A reporter informed Mexican President Andrés Manuel López Obrador on Tuesday that his supporters had harassed her while she was trying to report on an event in June. She criticized him for polarizing society and putting journalists at risk as a result.
When asked what he would do about it, the president reacted with disdain and disinterest, simply saying “nothing, nothing, nothing.”
During his daily press conference on Tuesday, López Obrador also claimed that another reporter he didn’t like was a DEA agent or informant. Given that drug cartels are prevalent in Mexico, this is a potentially hazardous accusation; since 2000, at least 142 reporters and media professionals have been killed.
Recently, a journalist who covered one of the country’s most hazardous crime beats was slain by gunmen, and two of his government-assigned bodyguards were injured.
For a long time, journalists have complained about suffering verbal abuse from López Obrador, who has falsely accused some of them of being paid mouthpieces for conservatives.
While López Obrador has held more news briefings than any president before him and answered more questions, reporters also claim that they frequently experience online and in-person harassment from the die-hard supporters of the president if they ask him tough questions.

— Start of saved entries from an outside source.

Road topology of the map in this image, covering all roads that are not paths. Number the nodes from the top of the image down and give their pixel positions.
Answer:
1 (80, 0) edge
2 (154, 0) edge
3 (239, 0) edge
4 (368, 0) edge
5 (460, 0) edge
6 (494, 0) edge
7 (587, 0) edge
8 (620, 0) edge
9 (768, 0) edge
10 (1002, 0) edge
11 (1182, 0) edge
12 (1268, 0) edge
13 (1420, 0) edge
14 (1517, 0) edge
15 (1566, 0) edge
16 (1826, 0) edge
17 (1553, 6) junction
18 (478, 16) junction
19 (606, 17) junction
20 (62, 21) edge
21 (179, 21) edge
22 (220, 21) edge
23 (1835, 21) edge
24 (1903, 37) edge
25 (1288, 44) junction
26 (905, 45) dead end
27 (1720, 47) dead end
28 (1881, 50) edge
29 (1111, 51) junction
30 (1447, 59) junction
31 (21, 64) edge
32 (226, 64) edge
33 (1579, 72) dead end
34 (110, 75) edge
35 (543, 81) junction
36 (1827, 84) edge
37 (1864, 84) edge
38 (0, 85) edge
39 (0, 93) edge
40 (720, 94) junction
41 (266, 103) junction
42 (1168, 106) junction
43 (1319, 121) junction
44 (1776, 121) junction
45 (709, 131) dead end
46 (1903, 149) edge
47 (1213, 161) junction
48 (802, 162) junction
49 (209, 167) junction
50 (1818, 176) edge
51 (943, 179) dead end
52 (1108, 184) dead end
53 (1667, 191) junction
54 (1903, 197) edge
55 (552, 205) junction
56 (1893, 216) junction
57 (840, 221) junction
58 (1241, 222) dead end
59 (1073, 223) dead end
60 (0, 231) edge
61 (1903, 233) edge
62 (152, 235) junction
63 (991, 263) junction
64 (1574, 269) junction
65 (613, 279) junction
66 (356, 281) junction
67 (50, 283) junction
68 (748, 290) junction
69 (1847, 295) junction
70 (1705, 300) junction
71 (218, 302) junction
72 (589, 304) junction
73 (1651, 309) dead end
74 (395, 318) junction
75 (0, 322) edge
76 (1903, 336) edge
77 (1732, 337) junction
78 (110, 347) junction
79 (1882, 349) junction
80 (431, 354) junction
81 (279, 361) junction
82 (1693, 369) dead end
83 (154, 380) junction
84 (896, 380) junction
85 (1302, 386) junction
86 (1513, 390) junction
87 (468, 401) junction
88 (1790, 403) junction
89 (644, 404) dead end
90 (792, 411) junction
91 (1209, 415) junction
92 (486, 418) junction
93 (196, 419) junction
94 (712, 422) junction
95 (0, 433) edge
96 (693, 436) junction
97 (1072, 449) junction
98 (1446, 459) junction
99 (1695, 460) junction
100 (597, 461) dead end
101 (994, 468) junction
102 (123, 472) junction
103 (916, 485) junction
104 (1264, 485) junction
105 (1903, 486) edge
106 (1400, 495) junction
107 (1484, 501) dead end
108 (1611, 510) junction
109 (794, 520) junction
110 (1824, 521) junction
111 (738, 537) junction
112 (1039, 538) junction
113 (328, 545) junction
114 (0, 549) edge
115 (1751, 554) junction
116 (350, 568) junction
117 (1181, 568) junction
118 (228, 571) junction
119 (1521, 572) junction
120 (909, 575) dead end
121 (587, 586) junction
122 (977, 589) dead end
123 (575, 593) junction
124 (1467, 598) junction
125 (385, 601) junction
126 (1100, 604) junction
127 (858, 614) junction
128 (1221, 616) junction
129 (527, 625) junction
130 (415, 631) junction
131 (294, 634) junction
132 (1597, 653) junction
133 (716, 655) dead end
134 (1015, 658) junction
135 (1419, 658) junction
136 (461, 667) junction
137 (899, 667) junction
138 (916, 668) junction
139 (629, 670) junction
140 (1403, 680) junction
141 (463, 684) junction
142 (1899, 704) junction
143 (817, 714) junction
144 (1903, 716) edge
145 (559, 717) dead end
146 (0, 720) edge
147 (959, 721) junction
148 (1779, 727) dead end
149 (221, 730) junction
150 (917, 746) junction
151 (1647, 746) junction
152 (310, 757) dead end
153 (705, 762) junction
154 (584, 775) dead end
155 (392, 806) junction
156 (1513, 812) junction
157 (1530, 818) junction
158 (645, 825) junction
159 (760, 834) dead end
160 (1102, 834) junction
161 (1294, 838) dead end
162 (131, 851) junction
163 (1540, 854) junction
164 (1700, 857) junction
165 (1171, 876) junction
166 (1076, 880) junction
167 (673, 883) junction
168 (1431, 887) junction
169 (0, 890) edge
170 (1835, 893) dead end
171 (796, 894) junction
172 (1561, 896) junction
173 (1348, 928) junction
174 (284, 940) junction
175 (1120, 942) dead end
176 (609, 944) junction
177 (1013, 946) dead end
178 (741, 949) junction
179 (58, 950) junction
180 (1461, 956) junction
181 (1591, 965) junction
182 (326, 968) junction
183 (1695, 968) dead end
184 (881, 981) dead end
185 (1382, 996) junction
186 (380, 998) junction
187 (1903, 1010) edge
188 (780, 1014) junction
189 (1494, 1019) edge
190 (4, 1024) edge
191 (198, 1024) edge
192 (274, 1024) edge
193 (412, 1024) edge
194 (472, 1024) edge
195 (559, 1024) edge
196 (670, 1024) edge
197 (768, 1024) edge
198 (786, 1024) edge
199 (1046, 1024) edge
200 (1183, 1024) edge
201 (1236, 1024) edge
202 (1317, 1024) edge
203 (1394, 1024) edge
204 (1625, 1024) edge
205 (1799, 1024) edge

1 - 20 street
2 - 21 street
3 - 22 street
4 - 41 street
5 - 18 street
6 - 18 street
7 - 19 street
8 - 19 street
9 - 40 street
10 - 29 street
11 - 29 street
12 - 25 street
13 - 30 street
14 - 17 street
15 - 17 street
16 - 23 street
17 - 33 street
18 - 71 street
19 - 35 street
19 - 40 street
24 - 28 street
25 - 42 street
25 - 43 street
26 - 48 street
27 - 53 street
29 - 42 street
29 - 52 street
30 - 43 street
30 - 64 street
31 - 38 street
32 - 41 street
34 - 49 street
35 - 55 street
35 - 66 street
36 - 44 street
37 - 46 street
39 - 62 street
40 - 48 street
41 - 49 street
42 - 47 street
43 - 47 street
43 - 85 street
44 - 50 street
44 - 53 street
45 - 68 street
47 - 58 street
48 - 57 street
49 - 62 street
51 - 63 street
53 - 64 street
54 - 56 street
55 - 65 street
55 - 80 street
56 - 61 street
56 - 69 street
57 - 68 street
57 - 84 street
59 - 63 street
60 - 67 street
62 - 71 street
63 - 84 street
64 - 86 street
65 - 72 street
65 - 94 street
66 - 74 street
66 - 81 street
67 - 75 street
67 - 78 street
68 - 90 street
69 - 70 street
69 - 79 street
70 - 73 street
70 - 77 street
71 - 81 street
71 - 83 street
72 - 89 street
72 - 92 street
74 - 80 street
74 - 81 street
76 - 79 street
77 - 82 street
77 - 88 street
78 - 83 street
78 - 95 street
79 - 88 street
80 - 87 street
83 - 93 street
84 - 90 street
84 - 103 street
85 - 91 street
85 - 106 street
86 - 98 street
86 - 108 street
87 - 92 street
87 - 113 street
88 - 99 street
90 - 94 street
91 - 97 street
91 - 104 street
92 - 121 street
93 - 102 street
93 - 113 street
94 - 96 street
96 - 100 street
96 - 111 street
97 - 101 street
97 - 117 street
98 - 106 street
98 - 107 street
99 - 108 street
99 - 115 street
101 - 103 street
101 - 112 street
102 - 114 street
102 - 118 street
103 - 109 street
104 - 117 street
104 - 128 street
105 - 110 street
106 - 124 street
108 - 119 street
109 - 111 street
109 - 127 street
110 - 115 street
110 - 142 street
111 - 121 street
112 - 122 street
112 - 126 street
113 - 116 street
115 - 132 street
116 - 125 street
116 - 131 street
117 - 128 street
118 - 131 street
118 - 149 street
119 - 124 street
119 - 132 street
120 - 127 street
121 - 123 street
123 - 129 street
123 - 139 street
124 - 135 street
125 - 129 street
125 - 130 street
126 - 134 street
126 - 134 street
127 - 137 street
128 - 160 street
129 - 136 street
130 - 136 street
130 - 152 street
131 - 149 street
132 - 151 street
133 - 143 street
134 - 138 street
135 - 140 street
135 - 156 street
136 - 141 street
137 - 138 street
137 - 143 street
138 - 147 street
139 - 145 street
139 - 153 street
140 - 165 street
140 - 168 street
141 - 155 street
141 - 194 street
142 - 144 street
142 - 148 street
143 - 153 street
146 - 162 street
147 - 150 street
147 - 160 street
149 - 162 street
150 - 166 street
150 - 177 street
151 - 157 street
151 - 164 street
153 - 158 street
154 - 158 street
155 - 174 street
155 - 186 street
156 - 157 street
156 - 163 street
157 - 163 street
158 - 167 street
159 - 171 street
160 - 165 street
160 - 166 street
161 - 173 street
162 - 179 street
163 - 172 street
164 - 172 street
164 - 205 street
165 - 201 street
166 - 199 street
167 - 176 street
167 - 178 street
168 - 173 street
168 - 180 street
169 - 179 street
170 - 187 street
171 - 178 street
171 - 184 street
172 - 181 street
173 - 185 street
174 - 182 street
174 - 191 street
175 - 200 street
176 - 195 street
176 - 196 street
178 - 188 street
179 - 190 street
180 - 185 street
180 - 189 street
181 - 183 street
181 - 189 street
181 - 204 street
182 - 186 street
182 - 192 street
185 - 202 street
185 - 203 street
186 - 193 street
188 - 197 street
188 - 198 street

This issue came to a head on Tuesday when independent reporter Reyna Ramírez described an incident in June where a group of angry fans of the president approached her, shouting ” journalist for sale,” and compelling her to flee the event she was covering. “I am at risk because of this now anyone can attack me in the street, you have polarized society don’t you have anything to say about that?” Ramírez said.
“Have you gone on long enough?” López Obrador responded when questioned about what he would do to control his supporters. Pressed to answer what he would do, he simply stated “nothing, nothing, nothing.”
A few minutes later, the president criticized journalist and author Anabel Hernández, whose most recent book describes the alleged relationships between the current government and Mexican drug cartels. López Obrador claimed that Hernández was a DEA agent or informant.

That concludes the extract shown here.